ABOUT THIS TASK - Return the data below, unchanged.

═══ DATA FOR ANALYSIS ═══

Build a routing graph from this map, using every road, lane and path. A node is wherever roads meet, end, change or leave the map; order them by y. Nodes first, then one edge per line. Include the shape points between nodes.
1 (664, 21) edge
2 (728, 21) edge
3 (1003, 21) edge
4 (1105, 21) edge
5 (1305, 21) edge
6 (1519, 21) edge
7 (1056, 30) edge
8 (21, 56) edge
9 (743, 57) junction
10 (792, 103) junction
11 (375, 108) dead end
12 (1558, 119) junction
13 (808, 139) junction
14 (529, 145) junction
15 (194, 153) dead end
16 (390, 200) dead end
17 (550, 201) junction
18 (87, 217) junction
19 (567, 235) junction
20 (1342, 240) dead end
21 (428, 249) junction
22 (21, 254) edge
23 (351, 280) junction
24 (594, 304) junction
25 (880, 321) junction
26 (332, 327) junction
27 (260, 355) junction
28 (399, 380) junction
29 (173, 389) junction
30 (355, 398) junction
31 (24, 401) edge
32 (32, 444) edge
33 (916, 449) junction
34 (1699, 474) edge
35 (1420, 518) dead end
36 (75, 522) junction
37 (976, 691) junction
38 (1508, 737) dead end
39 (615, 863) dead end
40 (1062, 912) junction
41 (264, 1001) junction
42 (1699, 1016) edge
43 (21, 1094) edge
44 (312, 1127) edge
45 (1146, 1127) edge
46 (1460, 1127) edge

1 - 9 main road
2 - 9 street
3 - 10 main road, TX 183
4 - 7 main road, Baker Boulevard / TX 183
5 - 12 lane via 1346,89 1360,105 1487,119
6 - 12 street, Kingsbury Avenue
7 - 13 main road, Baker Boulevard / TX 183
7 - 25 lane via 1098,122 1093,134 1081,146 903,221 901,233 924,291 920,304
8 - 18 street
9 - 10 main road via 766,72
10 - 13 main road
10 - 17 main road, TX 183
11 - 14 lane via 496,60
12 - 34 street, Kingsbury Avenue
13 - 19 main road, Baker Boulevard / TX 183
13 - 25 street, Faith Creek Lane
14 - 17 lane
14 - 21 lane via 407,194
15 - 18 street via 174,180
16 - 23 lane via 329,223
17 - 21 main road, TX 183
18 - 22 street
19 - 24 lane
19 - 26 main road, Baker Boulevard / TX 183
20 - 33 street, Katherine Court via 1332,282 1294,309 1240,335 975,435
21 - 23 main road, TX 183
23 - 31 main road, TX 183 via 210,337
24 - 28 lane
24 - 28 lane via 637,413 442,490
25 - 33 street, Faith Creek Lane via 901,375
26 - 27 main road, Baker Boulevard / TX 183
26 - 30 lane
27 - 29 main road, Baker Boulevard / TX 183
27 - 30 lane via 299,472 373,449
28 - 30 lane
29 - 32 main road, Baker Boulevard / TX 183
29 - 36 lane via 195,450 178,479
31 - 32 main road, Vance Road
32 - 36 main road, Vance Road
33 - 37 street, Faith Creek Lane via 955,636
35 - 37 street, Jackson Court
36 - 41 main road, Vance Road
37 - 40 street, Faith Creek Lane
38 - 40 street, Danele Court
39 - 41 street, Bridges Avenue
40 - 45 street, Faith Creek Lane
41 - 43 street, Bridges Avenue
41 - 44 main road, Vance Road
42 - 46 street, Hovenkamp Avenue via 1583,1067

═══

WORKED SOLUTION -
Build a routing graph from this map, using every road, lane and path. A node is wherever roads meet, end, change or leave the map; order them by y. Nodes first, then one edge per line. Include the shape points between nodes.
1 (664, 21) edge
2 (728, 21) edge
3 (1003, 21) edge
4 (1105, 21) edge
5 (1305, 21) edge
6 (1519, 21) edge
7 (1056, 30) edge
8 (21, 56) edge
9 (743, 57) junction
10 (792, 103) junction
11 (375, 108) dead end
12 (1558, 119) junction
13 (808, 139) junction
14 (529, 145) junction
15 (194, 153) dead end
16 (390, 200) dead end
17 (550, 201) junction
18 (87, 217) junction
19 (567, 235) junction
20 (1342, 240) dead end
21 (428, 249) junction
22 (21, 254) edge
23 (351, 280) junction
24 (594, 304) junction
25 (880, 321) junction
26 (332, 327) junction
27 (260, 355) junction
28 (399, 380) junction
29 (173, 389) junction
30 (355, 398) junction
31 (24, 401) edge
32 (32, 444) edge
33 (916, 449) junction
34 (1699, 474) edge
35 (1420, 518) dead end
36 (75, 522) junction
37 (976, 691) junction
38 (1508, 737) dead end
39 (615, 863) dead end
40 (1062, 912) junction
41 (264, 1001) junction
42 (1699, 1016) edge
43 (21, 1094) edge
44 (312, 1127) edge
45 (1146, 1127) edge
46 (1460, 1127) edge

1 - 9 main road
2 - 9 street
3 - 10 main road, TX 183
4 - 7 main road, Baker Boulevard / TX 183
5 - 12 lane via 1346,89 1360,105 1487,119
6 - 12 street, Kingsbury Avenue
7 - 13 main road, Baker Boulevard / TX 183
7 - 25 lane via 1098,122 1093,134 1081,146 903,221 901,233 924,291 920,304
8 - 18 street
9 - 10 main road via 766,72
10 - 13 main road
10 - 17 main road, TX 183
11 - 14 lane via 496,60
12 - 34 street, Kingsbury Avenue
13 - 19 main road, Baker Boulevard / TX 183
13 - 25 street, Faith Creek Lane
14 - 17 lane
14 - 21 lane via 407,194
15 - 18 street via 174,180
16 - 23 lane via 329,223
17 - 21 main road, TX 183
18 - 22 street
19 - 24 lane
19 - 26 main road, Baker Boulevard / TX 183
20 - 33 street, Katherine Court via 1332,282 1294,309 1240,335 975,435
21 - 23 main road, TX 183
23 - 31 main road, TX 183 via 210,337
24 - 28 lane
24 - 28 lane via 637,413 442,490
25 - 33 street, Faith Creek Lane via 901,375
26 - 27 main road, Baker Boulevard / TX 183
26 - 30 lane
27 - 29 main road, Baker Boulevard / TX 183
27 - 30 lane via 299,472 373,449
28 - 30 lane
29 - 32 main road, Baker Boulevard / TX 183
29 - 36 lane via 195,450 178,479
31 - 32 main road, Vance Road
32 - 36 main road, Vance Road
33 - 37 street, Faith Creek Lane via 955,636
35 - 37 street, Jackson Court
36 - 41 main road, Vance Road
37 - 40 street, Faith Creek Lane
38 - 40 street, Danele Court
39 - 41 street, Bridges Avenue
40 - 45 street, Faith Creek Lane
41 - 43 street, Bridges Avenue
41 - 44 main road, Vance Road
42 - 46 street, Hovenkamp Avenue via 1583,1067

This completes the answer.